In some families, teenagers contribute to basic costs like housing. In others, parents expect summer earnings to replace a weekly allowance. Many teenagers save for their first car, and few among the college-bound escape the pressure to put money away for tuition.

Some parents dictate the terms, while in other families, there's a negotiation over how to divide the money once a summer job has ended. It's rare, however, that families consider the possibility of giving a child a running start on retirement savings.

It's a shame, too. That's because the boost that comes from opening a retirement savings account as a teenager instead of a few years after college can lead to hundreds of thousands of extra dollars after a half-century of growth.

Most of us have seen basic compound interest graphs before, so we know how the math works for grown-ups who start setting money aside from their first full-time paycheck. But beginning even earlier supercharges the savings for families that can afford it — or who reel in grandparents and others willing to match a child's contributions.

The process starts with a Roth individual retirement account, and it will need to be a custodial account, with an adult cosigning, if the teenager is under 18. The nice thing about Roths is that you generally pay no taxes on the withdrawals. So the money will grow for many decades and then come out tax-free as long as the rules don't change. While there are no tax deductions for deposits, that doesn't mean much to teenagers whose income is so low that they may not pay any income taxes at all.

If you're trying to persuade children or grandchildren to save rather than ordering them to do so, you could start with some simple numbers. If you take $5,000 in savings from a few summer jobs and put it in a Roth at age 19, it will grow to $52,006 by the time you're 67 if it grows at a 5 percent annual rate. Wait until 25 to start with that same $5,000, however, and the balance at age 67 is just $38,808. You can plug your own numbers and investment return assumptions into the Roth IRA calculator at dinkytown.net.

Things get more interesting, however, if you pledge that once a Roth is open, you'll spend a few years helping a young adult max out the $5,500 contribution each year as long as that person earns the $5,500 necessary to make a deposit of that size. If that 19-year-old starts with $5,000 and makes the maximum contribution each year until 67, the ending balance is $1,164,985 if it grows at a 5 percent annual clip. That's over $330,000 more than what someone would end up with if they waited just six years, until age 25, to start the Roth and then saved the same amount.

For grandparents, uncles, aunts and others looking for a way to make a meaningful contribution to a child's future financial stability, this is a nice way to do it while directly rewarding hard work. You might match some or all of what teenagers make and even open the account with them. It's also fine for you to give them the matching funds for the Roth, while all of their actual earnings go toward the car, college or allowance replacement.

Some families do seem to be catching on to these possibilities. At Charles Schwab, 87 percent of all custodial accounts are Roths.

Parents may worry about the financial aid implications, given that colleges generally want families to turn over a large chunk of student assets each year. The good news here is that when you're filling out the FAFSA form to determine eligibility for various forms of federal financial aid, a student's Roth or other retirement account is not part of the calculation.

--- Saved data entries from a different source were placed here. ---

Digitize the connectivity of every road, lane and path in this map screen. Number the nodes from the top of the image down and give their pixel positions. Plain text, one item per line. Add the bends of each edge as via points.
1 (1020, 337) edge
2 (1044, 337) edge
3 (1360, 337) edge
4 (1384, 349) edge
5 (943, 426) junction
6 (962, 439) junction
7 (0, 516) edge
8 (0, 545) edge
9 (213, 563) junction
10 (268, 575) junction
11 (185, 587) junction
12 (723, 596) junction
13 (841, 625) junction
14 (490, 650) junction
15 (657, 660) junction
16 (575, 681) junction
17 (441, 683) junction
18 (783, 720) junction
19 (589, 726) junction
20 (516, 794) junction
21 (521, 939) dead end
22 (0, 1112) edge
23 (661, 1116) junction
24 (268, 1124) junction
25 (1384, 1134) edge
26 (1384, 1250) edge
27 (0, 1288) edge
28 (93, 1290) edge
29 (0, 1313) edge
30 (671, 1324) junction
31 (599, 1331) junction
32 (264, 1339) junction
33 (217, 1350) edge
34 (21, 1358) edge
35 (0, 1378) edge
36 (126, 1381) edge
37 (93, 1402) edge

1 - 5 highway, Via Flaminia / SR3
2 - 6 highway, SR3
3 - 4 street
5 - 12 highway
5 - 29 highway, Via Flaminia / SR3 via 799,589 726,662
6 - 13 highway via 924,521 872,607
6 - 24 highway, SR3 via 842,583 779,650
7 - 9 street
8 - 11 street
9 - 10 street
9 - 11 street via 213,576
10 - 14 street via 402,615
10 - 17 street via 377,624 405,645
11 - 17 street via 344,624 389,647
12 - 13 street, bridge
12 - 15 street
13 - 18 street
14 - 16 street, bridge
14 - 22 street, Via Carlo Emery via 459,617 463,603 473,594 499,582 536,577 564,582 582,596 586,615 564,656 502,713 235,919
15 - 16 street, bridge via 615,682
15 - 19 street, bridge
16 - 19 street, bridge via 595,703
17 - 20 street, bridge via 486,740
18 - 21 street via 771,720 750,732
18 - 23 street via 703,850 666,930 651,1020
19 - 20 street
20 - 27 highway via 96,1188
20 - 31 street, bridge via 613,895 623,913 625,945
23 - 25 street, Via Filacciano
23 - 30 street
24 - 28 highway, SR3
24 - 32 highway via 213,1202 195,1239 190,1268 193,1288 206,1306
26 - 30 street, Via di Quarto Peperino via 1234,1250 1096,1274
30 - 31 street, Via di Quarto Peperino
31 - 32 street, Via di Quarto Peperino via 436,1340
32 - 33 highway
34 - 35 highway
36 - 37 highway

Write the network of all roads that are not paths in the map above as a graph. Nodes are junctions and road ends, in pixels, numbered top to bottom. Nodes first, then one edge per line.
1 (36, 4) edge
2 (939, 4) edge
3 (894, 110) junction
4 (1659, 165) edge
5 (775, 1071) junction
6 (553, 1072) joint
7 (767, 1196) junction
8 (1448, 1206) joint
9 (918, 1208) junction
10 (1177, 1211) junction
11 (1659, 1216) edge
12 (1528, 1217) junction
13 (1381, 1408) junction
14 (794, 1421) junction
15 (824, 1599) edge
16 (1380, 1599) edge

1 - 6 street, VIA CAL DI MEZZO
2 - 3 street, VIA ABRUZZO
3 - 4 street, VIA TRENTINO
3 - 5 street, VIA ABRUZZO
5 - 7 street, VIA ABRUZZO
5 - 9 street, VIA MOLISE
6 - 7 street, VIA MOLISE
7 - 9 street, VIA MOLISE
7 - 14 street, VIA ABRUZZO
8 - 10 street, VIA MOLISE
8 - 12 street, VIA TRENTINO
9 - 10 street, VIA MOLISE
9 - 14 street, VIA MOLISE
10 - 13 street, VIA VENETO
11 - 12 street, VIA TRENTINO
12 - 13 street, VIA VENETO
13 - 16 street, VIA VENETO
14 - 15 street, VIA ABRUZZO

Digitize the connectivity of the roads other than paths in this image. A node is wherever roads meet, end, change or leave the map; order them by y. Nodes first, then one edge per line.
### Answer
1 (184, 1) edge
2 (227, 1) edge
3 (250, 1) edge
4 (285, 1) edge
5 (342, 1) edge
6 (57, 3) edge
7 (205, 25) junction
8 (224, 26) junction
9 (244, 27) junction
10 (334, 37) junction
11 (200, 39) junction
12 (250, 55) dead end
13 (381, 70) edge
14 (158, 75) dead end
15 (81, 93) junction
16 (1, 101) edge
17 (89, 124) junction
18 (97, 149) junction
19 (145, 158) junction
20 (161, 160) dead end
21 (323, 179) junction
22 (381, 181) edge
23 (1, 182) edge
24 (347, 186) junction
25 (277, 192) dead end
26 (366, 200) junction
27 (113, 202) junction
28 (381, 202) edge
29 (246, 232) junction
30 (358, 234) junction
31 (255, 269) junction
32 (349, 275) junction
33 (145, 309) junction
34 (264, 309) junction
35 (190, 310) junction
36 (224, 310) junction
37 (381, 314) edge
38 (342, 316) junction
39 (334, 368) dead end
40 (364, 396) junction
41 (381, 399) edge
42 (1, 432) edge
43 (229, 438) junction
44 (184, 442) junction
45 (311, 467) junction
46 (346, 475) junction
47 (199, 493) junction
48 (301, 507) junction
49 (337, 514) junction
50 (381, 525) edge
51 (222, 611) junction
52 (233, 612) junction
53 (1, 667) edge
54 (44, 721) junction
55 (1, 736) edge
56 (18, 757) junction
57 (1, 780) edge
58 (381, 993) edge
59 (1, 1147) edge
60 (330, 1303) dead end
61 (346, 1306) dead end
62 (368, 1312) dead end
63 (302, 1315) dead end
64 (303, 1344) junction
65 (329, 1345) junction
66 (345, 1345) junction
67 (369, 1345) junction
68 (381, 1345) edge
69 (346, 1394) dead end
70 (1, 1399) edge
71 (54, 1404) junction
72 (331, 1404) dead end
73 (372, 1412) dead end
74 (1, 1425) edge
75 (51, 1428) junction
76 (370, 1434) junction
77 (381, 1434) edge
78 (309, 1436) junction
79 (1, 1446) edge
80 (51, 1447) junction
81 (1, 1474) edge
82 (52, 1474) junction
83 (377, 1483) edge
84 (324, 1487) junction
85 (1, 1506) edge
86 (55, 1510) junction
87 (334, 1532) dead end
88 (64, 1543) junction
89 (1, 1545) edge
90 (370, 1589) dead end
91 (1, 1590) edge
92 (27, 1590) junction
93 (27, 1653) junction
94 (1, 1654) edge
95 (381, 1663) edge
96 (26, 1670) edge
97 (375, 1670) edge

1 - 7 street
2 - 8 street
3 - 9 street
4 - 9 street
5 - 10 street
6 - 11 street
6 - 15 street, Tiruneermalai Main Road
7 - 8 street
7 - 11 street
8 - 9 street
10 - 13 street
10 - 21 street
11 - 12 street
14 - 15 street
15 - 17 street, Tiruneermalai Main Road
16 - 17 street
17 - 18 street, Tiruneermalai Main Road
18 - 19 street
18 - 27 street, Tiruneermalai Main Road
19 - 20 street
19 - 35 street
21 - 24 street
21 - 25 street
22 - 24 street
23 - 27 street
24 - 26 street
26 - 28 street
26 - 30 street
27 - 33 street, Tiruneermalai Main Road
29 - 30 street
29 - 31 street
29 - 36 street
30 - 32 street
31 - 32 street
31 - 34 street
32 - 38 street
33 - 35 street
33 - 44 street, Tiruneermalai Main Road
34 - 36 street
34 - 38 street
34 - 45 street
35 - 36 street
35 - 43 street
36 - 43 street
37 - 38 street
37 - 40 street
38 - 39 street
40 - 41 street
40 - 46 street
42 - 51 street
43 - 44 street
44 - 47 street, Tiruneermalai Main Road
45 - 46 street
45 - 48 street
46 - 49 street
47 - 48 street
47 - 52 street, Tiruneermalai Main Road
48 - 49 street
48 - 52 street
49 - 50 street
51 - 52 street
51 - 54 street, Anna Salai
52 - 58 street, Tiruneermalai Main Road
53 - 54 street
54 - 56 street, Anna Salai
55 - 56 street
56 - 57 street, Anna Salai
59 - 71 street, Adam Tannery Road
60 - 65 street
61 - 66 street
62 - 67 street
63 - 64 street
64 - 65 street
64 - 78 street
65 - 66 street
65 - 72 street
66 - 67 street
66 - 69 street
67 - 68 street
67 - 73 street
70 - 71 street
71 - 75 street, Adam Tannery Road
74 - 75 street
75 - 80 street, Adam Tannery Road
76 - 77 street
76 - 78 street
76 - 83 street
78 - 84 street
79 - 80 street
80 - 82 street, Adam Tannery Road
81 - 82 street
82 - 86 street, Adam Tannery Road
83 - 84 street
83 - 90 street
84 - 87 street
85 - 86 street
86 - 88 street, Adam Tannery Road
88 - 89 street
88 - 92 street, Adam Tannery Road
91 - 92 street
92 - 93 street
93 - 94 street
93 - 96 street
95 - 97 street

Scores of colleges and universities do require families to fill out an additional form known as the CSS/Financial Aid Profile. On it, student applicants must report a single total for all their retirement balances as of the end of the previous year. In theory, these schools could take this number into account when determining how much of their own grant money to award the applicant.

But for now, few, if any, colleges appear to be penalizing students for owning a Roth. Eileen O'Leary, assistant vice president for student financial assistance at Stonehill College in Easton, Mass., said she had seen a financial aid applicant disclose a retirement account only once. Kal Chany, who advises families through his firm Campus Consultants in New York City, has had only a handful of college applicants as clients who also had retirement accounts. Even though some of them have had balances upward of $10,000, he knows of no adverse impact on financial aid so far. Still, he said he feared that might change if lots of families started putting their children's earnings in Roths or matched those earnings with their own money.

For now, however, the risk seems reasonably small for families applying for financial aid. The potential gain over many decades for all families is enormous, especially if the supervision turns the young adult into a regular saver who maxes out the contributions early in life and continues to do so.